▸ **Aim of the task**: Gather, from the data below, each line in which the word "down" occurs.

▸ **Given records**:
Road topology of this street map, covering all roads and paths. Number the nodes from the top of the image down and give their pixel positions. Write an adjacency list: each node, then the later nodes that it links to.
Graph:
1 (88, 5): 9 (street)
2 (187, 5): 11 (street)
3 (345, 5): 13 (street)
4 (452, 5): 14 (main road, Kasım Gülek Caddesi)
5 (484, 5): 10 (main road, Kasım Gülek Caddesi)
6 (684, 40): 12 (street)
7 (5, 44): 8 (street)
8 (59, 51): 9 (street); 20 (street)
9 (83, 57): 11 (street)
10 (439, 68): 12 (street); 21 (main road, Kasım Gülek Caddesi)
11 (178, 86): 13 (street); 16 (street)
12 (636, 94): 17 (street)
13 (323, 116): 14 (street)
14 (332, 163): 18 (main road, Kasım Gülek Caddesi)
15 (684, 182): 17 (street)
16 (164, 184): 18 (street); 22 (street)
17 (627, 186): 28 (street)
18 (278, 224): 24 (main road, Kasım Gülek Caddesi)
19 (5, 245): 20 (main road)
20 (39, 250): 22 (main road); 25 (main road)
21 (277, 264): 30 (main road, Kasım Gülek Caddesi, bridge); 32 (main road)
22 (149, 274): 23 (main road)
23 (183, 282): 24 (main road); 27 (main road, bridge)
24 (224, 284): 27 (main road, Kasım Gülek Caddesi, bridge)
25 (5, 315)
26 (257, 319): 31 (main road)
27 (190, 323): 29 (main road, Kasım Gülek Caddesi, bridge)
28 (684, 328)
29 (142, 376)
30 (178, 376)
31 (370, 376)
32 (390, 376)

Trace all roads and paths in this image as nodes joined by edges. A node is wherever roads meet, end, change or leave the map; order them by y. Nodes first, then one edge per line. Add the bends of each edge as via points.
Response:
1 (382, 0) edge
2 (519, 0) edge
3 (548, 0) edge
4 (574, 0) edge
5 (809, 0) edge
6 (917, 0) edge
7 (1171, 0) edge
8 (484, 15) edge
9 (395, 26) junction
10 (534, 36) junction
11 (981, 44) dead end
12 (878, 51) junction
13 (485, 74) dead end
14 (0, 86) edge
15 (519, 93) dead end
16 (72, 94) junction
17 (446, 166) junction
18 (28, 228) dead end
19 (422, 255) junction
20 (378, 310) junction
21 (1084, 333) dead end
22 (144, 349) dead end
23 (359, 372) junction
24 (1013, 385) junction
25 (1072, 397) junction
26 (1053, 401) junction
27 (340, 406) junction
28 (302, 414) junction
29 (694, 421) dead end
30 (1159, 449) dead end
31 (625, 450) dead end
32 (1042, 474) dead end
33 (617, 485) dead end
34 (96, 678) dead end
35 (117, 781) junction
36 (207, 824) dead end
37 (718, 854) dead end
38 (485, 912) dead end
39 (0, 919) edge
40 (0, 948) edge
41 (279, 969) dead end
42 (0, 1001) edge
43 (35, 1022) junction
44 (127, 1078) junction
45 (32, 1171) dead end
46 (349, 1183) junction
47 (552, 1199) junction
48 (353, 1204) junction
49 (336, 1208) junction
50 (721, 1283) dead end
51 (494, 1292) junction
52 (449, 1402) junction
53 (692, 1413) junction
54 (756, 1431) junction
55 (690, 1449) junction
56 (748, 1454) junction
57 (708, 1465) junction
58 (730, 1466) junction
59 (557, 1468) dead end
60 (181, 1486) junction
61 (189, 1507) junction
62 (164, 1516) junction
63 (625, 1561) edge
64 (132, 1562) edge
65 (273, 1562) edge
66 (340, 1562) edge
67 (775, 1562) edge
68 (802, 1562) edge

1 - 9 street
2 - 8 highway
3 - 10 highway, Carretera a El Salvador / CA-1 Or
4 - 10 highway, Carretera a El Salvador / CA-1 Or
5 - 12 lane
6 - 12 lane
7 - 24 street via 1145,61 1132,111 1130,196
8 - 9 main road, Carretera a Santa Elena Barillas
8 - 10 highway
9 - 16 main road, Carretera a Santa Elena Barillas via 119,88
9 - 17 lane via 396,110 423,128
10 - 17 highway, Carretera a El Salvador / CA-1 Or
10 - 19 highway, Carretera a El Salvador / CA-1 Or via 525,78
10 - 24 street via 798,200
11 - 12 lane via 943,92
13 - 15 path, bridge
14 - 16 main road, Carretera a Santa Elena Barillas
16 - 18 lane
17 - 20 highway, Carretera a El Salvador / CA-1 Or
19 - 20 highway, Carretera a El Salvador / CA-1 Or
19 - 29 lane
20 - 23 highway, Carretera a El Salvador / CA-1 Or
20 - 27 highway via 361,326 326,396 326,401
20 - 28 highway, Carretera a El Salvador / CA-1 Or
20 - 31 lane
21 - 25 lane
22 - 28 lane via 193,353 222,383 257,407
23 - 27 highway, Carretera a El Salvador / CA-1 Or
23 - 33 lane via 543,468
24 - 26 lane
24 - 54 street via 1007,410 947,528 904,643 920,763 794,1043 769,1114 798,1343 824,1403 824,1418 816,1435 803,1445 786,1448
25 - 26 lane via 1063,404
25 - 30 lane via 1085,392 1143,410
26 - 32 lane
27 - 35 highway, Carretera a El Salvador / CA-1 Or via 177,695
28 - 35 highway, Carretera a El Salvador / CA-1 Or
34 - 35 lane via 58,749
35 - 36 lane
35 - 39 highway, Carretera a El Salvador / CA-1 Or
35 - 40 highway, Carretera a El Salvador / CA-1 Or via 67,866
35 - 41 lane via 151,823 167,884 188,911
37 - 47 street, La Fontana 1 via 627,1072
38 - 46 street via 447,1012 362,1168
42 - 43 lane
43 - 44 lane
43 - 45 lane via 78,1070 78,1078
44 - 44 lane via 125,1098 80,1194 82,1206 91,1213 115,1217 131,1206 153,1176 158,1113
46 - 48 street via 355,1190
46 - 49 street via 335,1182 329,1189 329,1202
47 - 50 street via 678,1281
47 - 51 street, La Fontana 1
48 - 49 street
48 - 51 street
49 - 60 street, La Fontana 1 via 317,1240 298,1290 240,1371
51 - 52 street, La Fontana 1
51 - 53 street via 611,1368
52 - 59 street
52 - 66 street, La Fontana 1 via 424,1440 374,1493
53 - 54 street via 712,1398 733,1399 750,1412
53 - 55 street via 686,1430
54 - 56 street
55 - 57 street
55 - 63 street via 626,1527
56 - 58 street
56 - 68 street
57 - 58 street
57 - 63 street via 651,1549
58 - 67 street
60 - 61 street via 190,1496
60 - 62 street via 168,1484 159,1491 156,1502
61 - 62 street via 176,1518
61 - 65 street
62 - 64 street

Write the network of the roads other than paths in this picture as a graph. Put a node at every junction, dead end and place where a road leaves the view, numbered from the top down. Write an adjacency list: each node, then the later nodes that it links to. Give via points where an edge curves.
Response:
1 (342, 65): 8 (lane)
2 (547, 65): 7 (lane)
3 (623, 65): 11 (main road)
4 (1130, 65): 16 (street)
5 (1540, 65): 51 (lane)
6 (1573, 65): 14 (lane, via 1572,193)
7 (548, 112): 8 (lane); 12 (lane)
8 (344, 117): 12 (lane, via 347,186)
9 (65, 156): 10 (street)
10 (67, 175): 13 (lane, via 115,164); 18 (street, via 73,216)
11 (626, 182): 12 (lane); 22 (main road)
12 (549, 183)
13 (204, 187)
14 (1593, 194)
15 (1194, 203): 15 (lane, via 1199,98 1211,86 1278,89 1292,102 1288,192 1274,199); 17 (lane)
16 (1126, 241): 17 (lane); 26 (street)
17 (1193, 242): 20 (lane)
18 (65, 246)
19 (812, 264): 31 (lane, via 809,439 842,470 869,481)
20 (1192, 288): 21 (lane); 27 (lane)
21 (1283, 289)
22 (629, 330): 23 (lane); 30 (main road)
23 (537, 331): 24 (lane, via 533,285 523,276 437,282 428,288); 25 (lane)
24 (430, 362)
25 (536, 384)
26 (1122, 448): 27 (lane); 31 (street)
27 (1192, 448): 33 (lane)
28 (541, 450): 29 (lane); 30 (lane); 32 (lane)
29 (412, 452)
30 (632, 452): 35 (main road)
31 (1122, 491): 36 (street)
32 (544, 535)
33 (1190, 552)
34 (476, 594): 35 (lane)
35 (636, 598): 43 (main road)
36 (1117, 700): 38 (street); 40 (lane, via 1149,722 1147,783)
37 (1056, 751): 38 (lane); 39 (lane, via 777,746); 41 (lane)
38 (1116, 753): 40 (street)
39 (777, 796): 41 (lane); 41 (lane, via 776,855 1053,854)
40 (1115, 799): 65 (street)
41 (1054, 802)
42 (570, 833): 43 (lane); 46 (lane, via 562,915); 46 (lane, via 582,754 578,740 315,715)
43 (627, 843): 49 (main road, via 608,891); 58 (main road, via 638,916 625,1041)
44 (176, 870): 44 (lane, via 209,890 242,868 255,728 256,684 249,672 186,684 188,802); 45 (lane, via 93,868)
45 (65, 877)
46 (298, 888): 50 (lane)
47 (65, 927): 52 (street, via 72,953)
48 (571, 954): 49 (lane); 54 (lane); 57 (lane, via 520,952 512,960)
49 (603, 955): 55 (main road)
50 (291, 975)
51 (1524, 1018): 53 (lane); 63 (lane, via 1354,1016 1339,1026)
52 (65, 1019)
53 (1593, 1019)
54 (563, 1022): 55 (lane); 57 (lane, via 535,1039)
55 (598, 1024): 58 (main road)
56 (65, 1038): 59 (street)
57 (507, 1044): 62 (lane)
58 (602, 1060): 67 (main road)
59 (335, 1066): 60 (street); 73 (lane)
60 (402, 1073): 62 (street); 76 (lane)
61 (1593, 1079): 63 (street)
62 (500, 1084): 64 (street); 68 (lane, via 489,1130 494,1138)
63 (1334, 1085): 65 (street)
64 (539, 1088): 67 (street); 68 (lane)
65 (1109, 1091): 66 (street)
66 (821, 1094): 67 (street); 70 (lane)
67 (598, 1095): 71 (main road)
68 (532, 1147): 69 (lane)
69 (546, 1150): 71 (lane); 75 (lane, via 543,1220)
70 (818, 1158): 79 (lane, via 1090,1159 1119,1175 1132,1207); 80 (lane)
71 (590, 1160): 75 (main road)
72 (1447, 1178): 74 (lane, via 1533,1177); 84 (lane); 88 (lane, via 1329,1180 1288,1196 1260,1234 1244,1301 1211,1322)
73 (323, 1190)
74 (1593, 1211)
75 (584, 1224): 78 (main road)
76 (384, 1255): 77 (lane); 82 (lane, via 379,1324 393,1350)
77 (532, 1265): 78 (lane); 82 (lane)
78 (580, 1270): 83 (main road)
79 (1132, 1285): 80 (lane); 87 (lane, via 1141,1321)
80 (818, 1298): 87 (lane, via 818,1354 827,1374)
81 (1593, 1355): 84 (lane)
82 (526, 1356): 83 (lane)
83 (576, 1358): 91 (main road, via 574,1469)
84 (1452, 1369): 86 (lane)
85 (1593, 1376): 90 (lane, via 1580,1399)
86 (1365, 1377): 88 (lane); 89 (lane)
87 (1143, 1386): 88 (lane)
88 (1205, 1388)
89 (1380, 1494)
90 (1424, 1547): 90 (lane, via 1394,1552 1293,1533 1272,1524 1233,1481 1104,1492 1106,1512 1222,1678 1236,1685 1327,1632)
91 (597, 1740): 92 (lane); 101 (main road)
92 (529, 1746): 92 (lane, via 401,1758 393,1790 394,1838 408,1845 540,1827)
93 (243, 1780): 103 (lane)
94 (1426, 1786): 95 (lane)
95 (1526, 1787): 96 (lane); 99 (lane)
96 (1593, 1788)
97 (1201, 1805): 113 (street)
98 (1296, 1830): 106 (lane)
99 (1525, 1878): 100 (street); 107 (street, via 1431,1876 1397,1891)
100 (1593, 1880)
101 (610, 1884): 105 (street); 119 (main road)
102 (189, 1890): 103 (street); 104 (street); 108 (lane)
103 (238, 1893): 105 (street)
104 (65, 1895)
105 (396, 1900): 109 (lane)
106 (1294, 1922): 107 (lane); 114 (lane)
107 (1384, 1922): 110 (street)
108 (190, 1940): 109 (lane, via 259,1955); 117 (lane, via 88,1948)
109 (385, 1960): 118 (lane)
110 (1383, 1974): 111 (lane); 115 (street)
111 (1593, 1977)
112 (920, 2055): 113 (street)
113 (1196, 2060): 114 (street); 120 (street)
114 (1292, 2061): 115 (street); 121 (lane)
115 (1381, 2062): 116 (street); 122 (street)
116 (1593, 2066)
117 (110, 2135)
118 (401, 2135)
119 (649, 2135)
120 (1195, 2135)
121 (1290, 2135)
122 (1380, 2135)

▸ **Solution to this exercise**:
Road topology of this street map, covering all roads and paths. Number the nodes from the top of the image down and give their pixel positions. Write an adjacency list: each node, then the later nodes that it links to.
Write the network of the roads other than paths in this picture as a graph. Put a node at every junction, dead end and place where a road leaves the view, numbered from the top down. Write an adjacency list: each node, then the later nodes that it links to. Give via points where an edge curves.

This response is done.